Pitanguy abre a porta para as mulheres. Ao cumprimentar alguém, aperta-lhe a mão com firmeza. Concentra-se no interlocutor como se só existissem os dois. Aos 91 anos, ele diz manter o mesmo interesse pelo outro. Ao ser clicado para esta capa, puxou assunto sobre fotografia e sacou seu iPhone do paletó para registrar com a câmera do celular Daniela Dacorso em ação:

— Hoje em dia tudo é mais simples. Antigamente eu usava uma Leica, com Kodachrome, que só podia ser revelado no Panamá, acredita?

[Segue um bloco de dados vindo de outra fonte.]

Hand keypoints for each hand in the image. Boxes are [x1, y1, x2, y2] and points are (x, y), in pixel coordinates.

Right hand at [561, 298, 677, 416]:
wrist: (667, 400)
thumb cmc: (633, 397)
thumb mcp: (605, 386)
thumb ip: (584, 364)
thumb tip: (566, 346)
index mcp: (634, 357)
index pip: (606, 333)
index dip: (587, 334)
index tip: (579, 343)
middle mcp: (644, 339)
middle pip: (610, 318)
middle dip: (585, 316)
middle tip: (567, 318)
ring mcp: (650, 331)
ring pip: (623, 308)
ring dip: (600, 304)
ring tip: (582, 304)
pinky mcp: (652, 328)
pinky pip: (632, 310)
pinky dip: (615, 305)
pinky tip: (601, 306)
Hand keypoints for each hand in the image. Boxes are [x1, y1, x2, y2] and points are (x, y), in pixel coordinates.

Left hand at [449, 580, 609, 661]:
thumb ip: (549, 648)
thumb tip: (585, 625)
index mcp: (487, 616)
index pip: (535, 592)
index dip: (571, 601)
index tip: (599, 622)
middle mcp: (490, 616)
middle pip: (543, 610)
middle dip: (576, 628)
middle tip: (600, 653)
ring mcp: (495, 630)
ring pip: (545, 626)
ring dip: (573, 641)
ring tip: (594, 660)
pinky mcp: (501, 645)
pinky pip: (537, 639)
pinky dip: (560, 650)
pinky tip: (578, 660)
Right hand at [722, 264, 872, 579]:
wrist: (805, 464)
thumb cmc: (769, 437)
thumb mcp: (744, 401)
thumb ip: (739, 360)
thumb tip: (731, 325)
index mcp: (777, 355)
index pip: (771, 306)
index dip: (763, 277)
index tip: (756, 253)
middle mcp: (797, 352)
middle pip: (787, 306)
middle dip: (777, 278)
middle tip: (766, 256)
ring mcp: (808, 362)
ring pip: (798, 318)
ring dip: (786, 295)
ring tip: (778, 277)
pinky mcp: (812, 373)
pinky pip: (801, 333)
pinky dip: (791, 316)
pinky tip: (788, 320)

Vestindo paletó cinza, ele se senta em um banco, no jardim da clínica, diante da câmera, ajeita a calça e cruza os braços. Sorri, esperando o clique. Ao ouvir o pedido para desabotoar o paletó, reclama um pouco. O homem que nunca fez plástica no rosto não quer parecer barrigudo na foto. Nem baixo. Ao posar com a repórter, estica-se para parecer mais alto.

Nariz de Pitanguy

Antes de nos encontrar para a entrevista e as fotos, o médico mineiro terminava a preparação para a conferência “My personal experience and the joy of learning and teaching in over five decades of plastic surgery”, que dará na abertura do congresso da International Society of Aesthetic and Plastic Surgery, que começa no dia 19, no Rio.

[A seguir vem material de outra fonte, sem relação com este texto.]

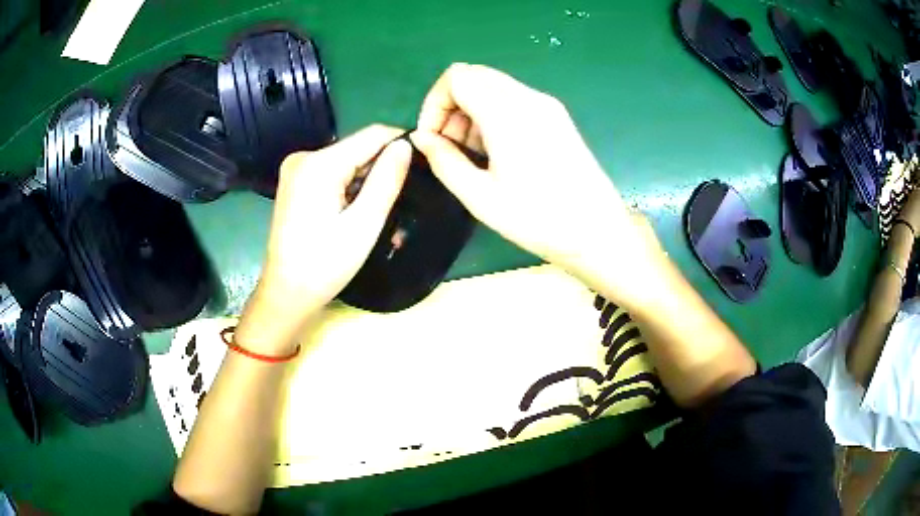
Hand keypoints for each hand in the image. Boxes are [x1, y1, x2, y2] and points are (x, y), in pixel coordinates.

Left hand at [235, 125, 411, 353]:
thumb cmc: (325, 264)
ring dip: (367, 182)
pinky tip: (356, 212)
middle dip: (382, 169)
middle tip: (401, 201)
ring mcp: (296, 169)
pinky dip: (349, 188)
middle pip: (357, 148)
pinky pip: (333, 173)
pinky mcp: (295, 182)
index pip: (372, 135)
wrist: (286, 293)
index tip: (422, 165)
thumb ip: (387, 180)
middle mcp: (304, 157)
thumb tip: (406, 145)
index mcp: (319, 164)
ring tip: (379, 213)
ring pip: (347, 161)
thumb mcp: (364, 224)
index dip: (401, 144)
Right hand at [410, 63, 663, 298]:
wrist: (597, 231)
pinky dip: (492, 114)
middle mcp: (529, 98)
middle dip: (451, 106)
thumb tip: (422, 138)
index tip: (432, 138)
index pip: (457, 77)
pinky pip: (513, 99)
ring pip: (493, 86)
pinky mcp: (556, 116)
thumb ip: (444, 161)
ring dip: (471, 110)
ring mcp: (547, 105)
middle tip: (449, 147)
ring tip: (472, 154)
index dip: (435, 102)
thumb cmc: (538, 219)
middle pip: (475, 76)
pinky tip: (496, 151)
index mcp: (508, 113)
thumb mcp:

No livro, que terá noite de autógrafos dia 22 de outubro na Travessa do Leblon, ele mostra que as palestras e o curso de formação que criou, nos anos 60, em sua clínica e na enfermaria da Santa Casa são tão importantes quanto a atuação médica e a dedicação à família.

— Não sendo candidato à eternidade, quero preparar as coisas para que continuem sem mim.

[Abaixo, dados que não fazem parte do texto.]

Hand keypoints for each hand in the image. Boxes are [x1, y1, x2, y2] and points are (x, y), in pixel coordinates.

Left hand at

Pioneiro na abordagem da cirurgia plástica reparadora como especialidade complementar — a disciplina não existia no Brasil quando se formou em 1946 —, ele se mantém discretíssimo quando o assunto são as celebridades que operou. Mas sabe-se que passaram por suas mãos nomes como Sophia Loren, Nikki Lauda, Marisa Berenson e Ursula Andress. Na entrevista, a única paciente que ele reconheceu ter operado foi a cantora Dóris Monteiro — a expressão “nariz de Pitanguy” (arrebitado) teria surgido depois dela.

— Fui dos primeiros a mostrar que todos têm o direito de corrigir algo que não agrade em sua imagem. E sempre fiz o nariz parecer normal, não um nariz operado — explica. — Na época, a cantora Dóris Monteiro ficou com um nariz que encantou Assis Chateaubriand. Ele ficou felicíssimo.

Gloria Maria, sua amiga, diz que ser discreto e não se vangloriar foi uma das muitas coisas que aprendeu com o professor — além de um creme mágico para a pele (uma mistura caseira de Bepantol, Hipoglós, Arovit e Vitamina E).

— Sou amiga de top models, e quando elas encontram o professor, só faltam se ajoelhar — conta Gloria. — O que me encanta é que a beleza ainda o surpreende. Ele não se acostuma com ela.